====== Given data

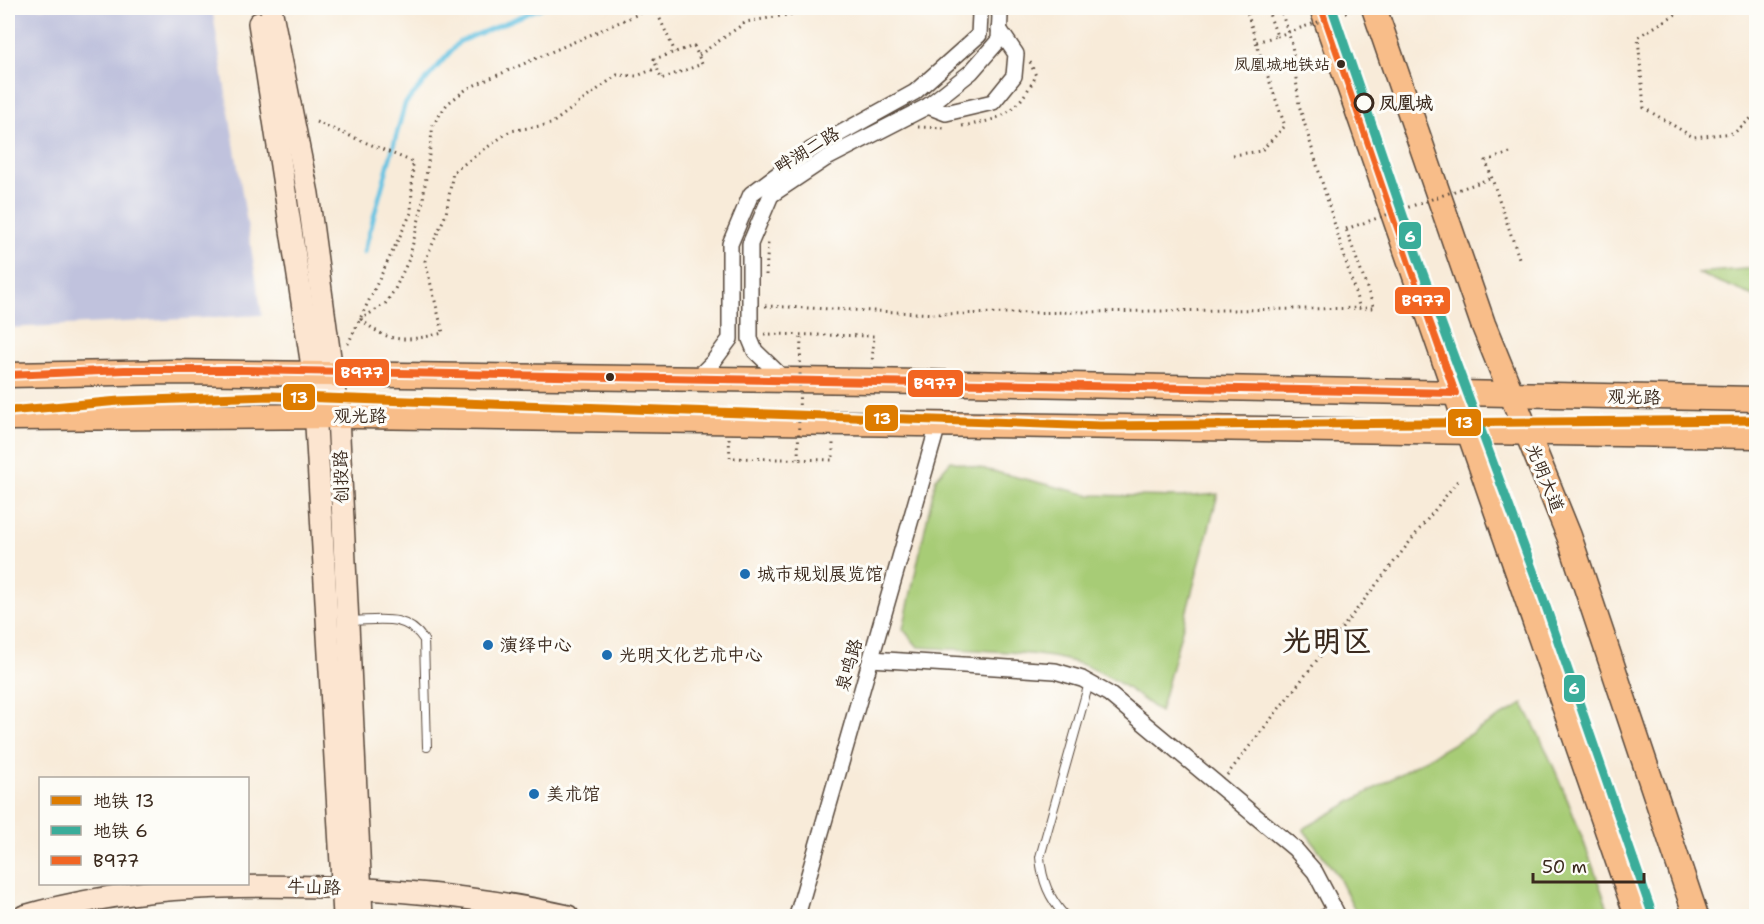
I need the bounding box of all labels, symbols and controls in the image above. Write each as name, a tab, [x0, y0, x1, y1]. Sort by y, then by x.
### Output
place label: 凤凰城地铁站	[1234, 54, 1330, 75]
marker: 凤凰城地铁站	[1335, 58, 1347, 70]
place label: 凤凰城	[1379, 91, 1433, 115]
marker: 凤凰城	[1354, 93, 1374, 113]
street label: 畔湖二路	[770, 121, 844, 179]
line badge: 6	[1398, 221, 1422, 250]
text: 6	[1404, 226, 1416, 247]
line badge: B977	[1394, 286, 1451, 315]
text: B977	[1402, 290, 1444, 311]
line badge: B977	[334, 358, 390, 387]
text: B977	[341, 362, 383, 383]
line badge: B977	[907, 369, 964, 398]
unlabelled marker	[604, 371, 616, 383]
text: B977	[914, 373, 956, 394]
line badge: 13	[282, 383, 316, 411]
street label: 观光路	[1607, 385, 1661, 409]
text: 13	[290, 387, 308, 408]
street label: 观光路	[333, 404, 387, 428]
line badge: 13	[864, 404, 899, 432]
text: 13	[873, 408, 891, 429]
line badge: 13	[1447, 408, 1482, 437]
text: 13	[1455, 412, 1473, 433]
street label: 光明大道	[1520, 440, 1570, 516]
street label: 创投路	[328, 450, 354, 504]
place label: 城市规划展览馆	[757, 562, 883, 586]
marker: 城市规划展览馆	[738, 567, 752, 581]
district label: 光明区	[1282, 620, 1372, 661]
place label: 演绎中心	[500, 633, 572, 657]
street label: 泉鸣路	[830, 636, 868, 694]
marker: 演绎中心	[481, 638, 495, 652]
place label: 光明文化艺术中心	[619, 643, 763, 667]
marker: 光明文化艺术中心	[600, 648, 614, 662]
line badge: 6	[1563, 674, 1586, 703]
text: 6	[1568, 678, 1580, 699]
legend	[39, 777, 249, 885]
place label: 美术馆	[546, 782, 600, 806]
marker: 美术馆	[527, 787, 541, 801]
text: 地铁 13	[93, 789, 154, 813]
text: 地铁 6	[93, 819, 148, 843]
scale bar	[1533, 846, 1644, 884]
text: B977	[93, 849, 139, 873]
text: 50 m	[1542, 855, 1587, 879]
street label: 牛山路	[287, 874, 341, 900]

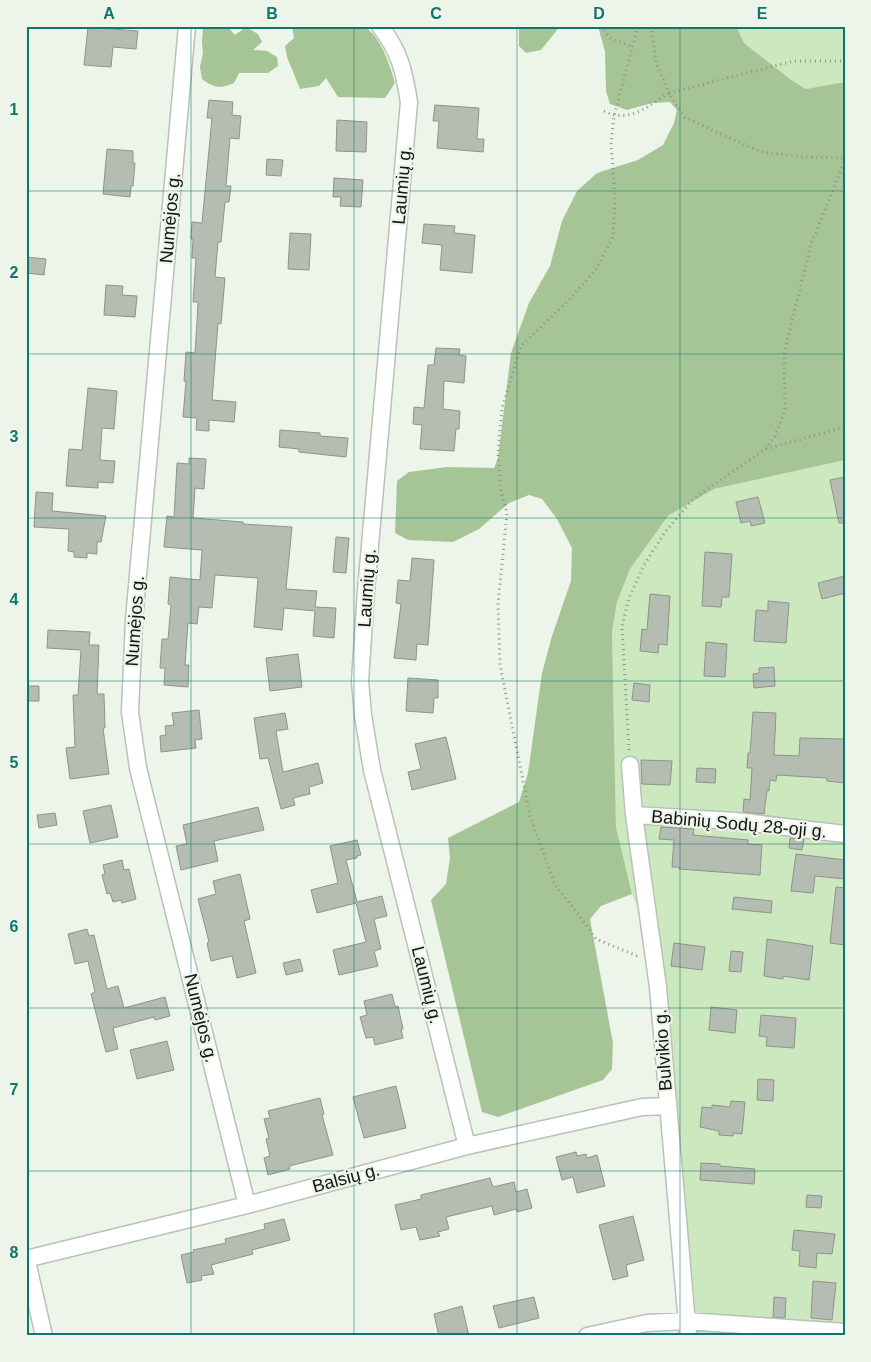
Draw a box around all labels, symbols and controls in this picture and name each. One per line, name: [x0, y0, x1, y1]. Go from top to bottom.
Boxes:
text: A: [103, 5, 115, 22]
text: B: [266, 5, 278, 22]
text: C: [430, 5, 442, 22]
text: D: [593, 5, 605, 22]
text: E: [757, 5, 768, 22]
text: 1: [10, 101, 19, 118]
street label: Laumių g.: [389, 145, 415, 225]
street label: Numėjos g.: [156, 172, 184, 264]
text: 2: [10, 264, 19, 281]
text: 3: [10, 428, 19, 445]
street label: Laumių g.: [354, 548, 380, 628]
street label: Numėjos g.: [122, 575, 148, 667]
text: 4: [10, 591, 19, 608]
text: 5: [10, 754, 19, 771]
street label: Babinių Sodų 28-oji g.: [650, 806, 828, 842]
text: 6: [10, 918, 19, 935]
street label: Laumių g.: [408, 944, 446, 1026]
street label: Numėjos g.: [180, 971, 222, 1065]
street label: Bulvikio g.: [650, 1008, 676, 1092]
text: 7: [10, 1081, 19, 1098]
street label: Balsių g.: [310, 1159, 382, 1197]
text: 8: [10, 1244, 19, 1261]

============

From the line containing "Draw a box around" through the last line of the records, output each line exactly and nothing more.

### Finished exercise
Draw a box around all labels, symbols and controls in this picture and name each. One per line, name: [x0, y0, x1, y1]. Go from top to bottom.
Boxes:
text: A: [103, 5, 115, 22]
text: B: [266, 5, 278, 22]
text: C: [430, 5, 442, 22]
text: D: [593, 5, 605, 22]
text: E: [757, 5, 768, 22]
text: 1: [10, 101, 19, 118]
street label: Laumių g.: [389, 145, 415, 225]
street label: Numėjos g.: [156, 172, 184, 264]
text: 2: [10, 264, 19, 281]
text: 3: [10, 428, 19, 445]
street label: Laumių g.: [354, 548, 380, 628]
street label: Numėjos g.: [122, 575, 148, 667]
text: 4: [10, 591, 19, 608]
text: 5: [10, 754, 19, 771]
street label: Babinių Sodų 28-oji g.: [650, 806, 828, 842]
text: 6: [10, 918, 19, 935]
street label: Laumių g.: [408, 944, 446, 1026]
street label: Numėjos g.: [180, 971, 222, 1065]
street label: Bulvikio g.: [650, 1008, 676, 1092]
text: 7: [10, 1081, 19, 1098]
street label: Balsių g.: [310, 1159, 382, 1197]
text: 8: [10, 1244, 19, 1261]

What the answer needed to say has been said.